Producing MKs and Platelets In Vitro

Although the majority of the current methods to ex vivo MK and PLTs production are based on induction with thrombopoietin, several strategies were established to achieve in vitro thrombopoiesis ( ). These methods differ in efficiency, characteristics and functionality of differentiated lines, as well as in time period required for completing the differentiation and maturation. in vitro MK and PLT production strategies can be classified into three general approaches: differentiation induced by specific cytokine cocktails, transdifferentiation, and forward programming.

Table 1

Strategies to differentiate MKs and PLTs in vitro.

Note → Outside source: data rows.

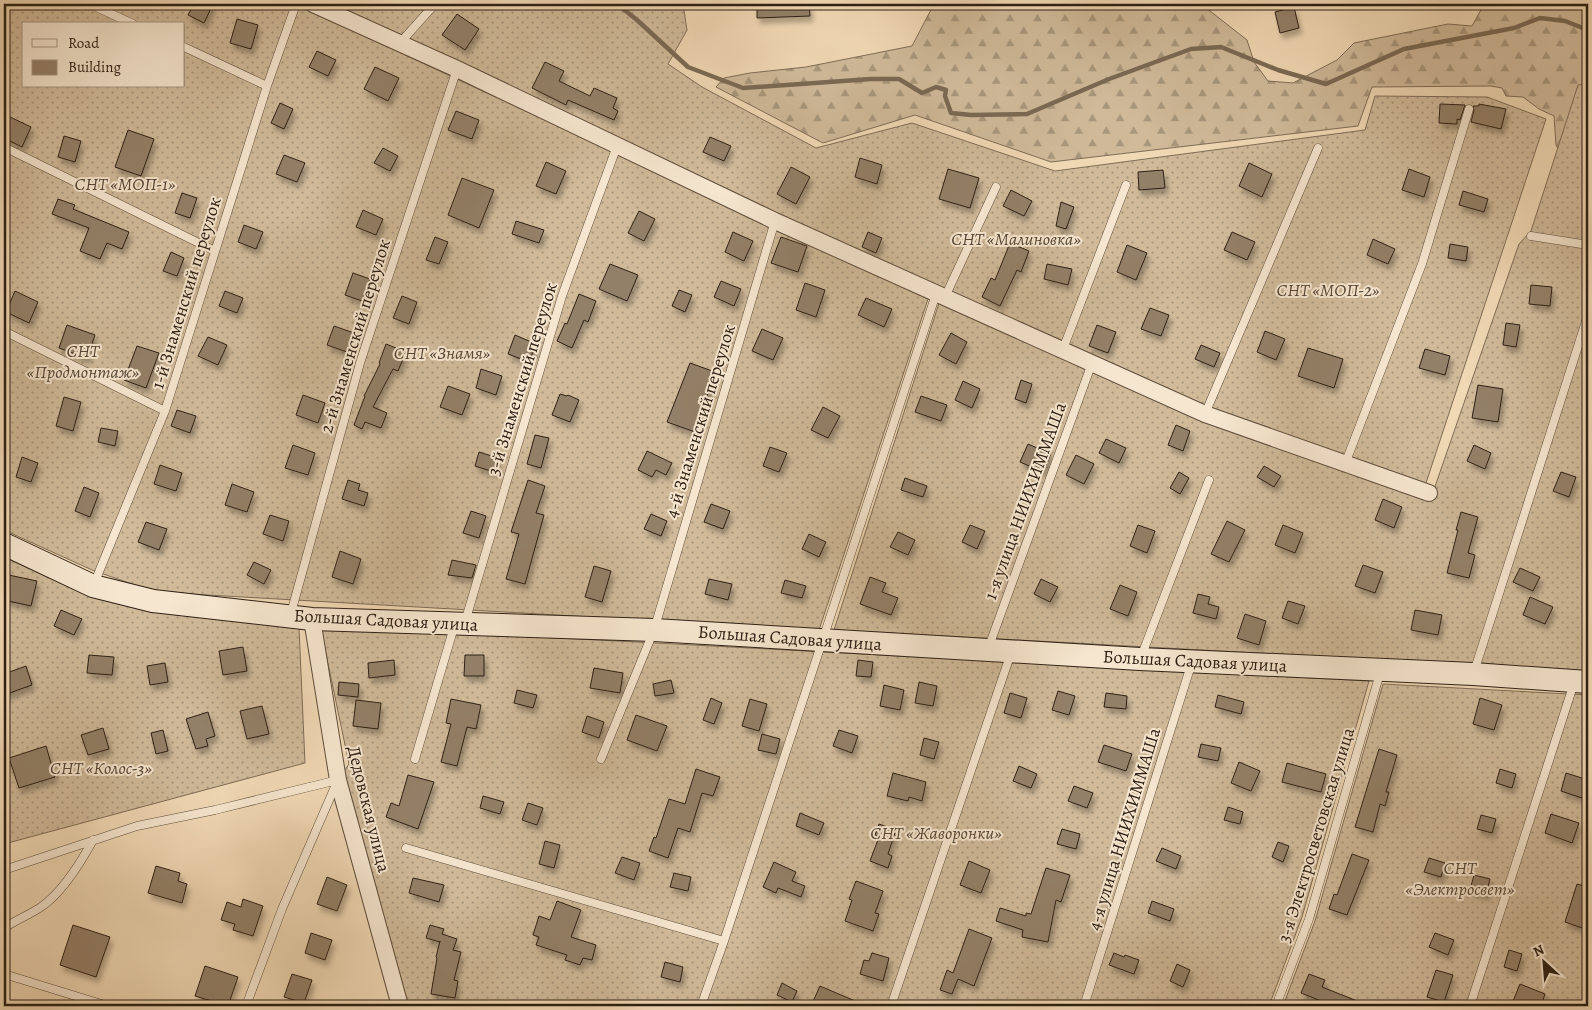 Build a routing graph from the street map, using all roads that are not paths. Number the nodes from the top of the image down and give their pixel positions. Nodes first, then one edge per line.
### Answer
1 (90, 4) edge
2 (296, 4) edge
3 (313, 4) edge
4 (435, 4) edge
5 (129, 22) edge
6 (400, 43) junction
7 (185, 47) edge
8 (457, 69) junction
9 (267, 86) junction
10 (1469, 109) dead end
11 (617, 146) junction
12 (4, 147) edge
13 (1318, 148) dead end
14 (1126, 186) dead end
15 (996, 187) dead end
16 (775, 221) junction
17 (1531, 236) dead end
18 (1588, 245) edge
19 (215, 251) junction
20 (941, 295) junction
21 (1588, 315) edge
22 (4, 331) edge
23 (1063, 349) junction
24 (1092, 363) junction
25 (166, 411) junction
26 (1205, 414) junction
27 (1345, 464) junction
28 (1209, 480) dead end
29 (1429, 493) dead end
30 (4, 544) edge
31 (93, 586) junction
32 (301, 617) junction
33 (460, 624) junction
34 (654, 630) junction
35 (823, 640) junction
36 (987, 650) junction
37 (1011, 652) junction
38 (1140, 659) junction
39 (1192, 660) junction
40 (1380, 671) junction
41 (1473, 674) junction
42 (1581, 682) edge
43 (415, 759) dead end
44 (601, 759) dead end
45 (338, 780) junction
46 (93, 840) junction
47 (406, 848) dead end
48 (4, 870) edge
49 (4, 928) edge
50 (724, 941) junction
51 (4, 974) edge
52 (108, 1006) edge
53 (246, 1006) edge
54 (400, 1006) edge
55 (701, 1006) edge
56 (892, 1006) edge
57 (1084, 1006) edge
58 (1276, 1006) edge
59 (1470, 1006) edge

1 - 5 lane
2 - 9 lane, 1-й Знаменский переулок
3 - 6 street
4 - 6 lane
6 - 8 street
7 - 9 lane
8 - 11 street
8 - 32 lane, 2-й Знаменский переулок
9 - 19 lane, 1-й Знаменский переулок
10 - 27 lane
11 - 16 street
11 - 33 lane, 3-й Знаменский переулок
12 - 19 lane
13 - 26 lane
14 - 23 lane
15 - 20 lane
16 - 20 street
16 - 34 lane, 4-й Знаменский переулок
17 - 18 lane
19 - 25 lane, 1-й Знаменский переулок
20 - 23 street
20 - 35 lane
21 - 41 lane
22 - 25 lane
23 - 24 street
24 - 26 street
24 - 36 lane, 1-я улица НИИХИММАШа
25 - 31 lane, 1-й Знаменский переулок
26 - 27 street
27 - 29 street
28 - 38 lane
30 - 31 street, Большая Садовая улица
31 - 32 street, Большая Садовая улица
32 - 33 street, Большая Садовая улица
32 - 45 street, Дедовская улица
33 - 34 street, Большая Садовая улица
33 - 43 lane, 3-й Знаменский переулок
34 - 35 street, Большая Садовая улица
34 - 44 lane, 4-й Знаменский переулок
35 - 36 street, Большая Садовая улица
35 - 50 lane
36 - 37 street, Большая Садовая улица
37 - 38 street, Большая Садовая улица
37 - 56 lane
38 - 39 street, Большая Садовая улица
39 - 40 street, Большая Садовая улица
39 - 57 lane, 4-я улица НИИХИММАШа
40 - 41 street, Большая Садовая улица
40 - 58 lane, 3-я Электросветовская улица
41 - 42 street, Большая Садовая улица
42 - 59 lane
45 - 46 lane
45 - 53 lane
45 - 54 street, Дедовская улица
46 - 48 lane
46 - 49 lane
47 - 50 lane
50 - 55 lane
51 - 52 lane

Cell source	Medium	Cytokines	Timeline	Reference
CD34+ progenitor cells from peripheral blood	supplemented IMDM	Meg-CSA (natural cytokines contained in protein fraction of aplastic canine serum)	~12-14 days	Mazur et al., 1990 (41)
	serum-free liquid suspension culture medium	IL‐3, IL-3, TPO	~12 days	Guerriero et al., 1995 (31)
	supplemented IMDM	Flt3‐L, IL‐3, TPO	~21 day	Figueiredo et al., 2010 (33)
CD34+ progenitor cells from cord blood	supplemented serum-free IMDM	TPO	~14 days	Tao et al., 1999 (34)
	supplemented serum-free IMDM	SCF, Flt3‐L, IL-6, TPO	~17 days	Proulx et al., 2003 (40)
	SFM	TPO	~12 days	Perdomo et al., 2017 (35)
CD34+ progenitor cells from bone marrow	supplemented serum-free IMDM	TPO	~21 day	Tao et al., 1999 (34)
	serum-free liquid culture system medium	SCF, IL-3, IL-6, G-CSF, TPO	~14 days	Gehling et al., 1997 (36)
	supplemented DMEM with addition of hirudin or heparin	TPO	~5 days	Strassel et al., 2012 (61)
CD34+ progenitor cells from fetal liver	supplemented IMDM	TPO	~12 days	Ma et al., 2000 (37)
	supplemented IMDM	TPO	~5 days	Schulze et al., 2016 (39)
	supplemented DMEM	TPO	~4 days	Vijey et al., 2018 (38)
Embryonic stem cells (ESCs)	supplemented DMEM and αMEM	TPO	~8-16 days	Fujimoto et al., 2003 (51)
	supplemented DMEM and Ham F-12 and IMDM	VEGF, SCF, TPO	~24 days	Takayama et al., 2008 (45)
	supplemented serum-free Stemline II medium	SCF, IL-11, TPO	~14 days	Lu et al., 2011 (47)
Induced pluripotent stem cells (iPSCs)	supplemented mTeSR1, STEMspan-ACF, STEMdiff APEL medium	BMP-4, Flt-3 ligand, IL-3, IL-6, SCF, IL-9, TPO	~19 days	Feng et al., 2014 (60)
	supplemented feeder-free and xeno-free SFM	BMP-4, FGF-2, VEGF, IL-11, SCF, TPO/Nplate	~19 days	Liu et al., 2015 (62)
	StemMACS iPSC brew XF, supplemented APEL 2 medium	BMP-4, VEGF, IL-3, SCF, TPO	~22 days	Eicke et al., 2018 (56)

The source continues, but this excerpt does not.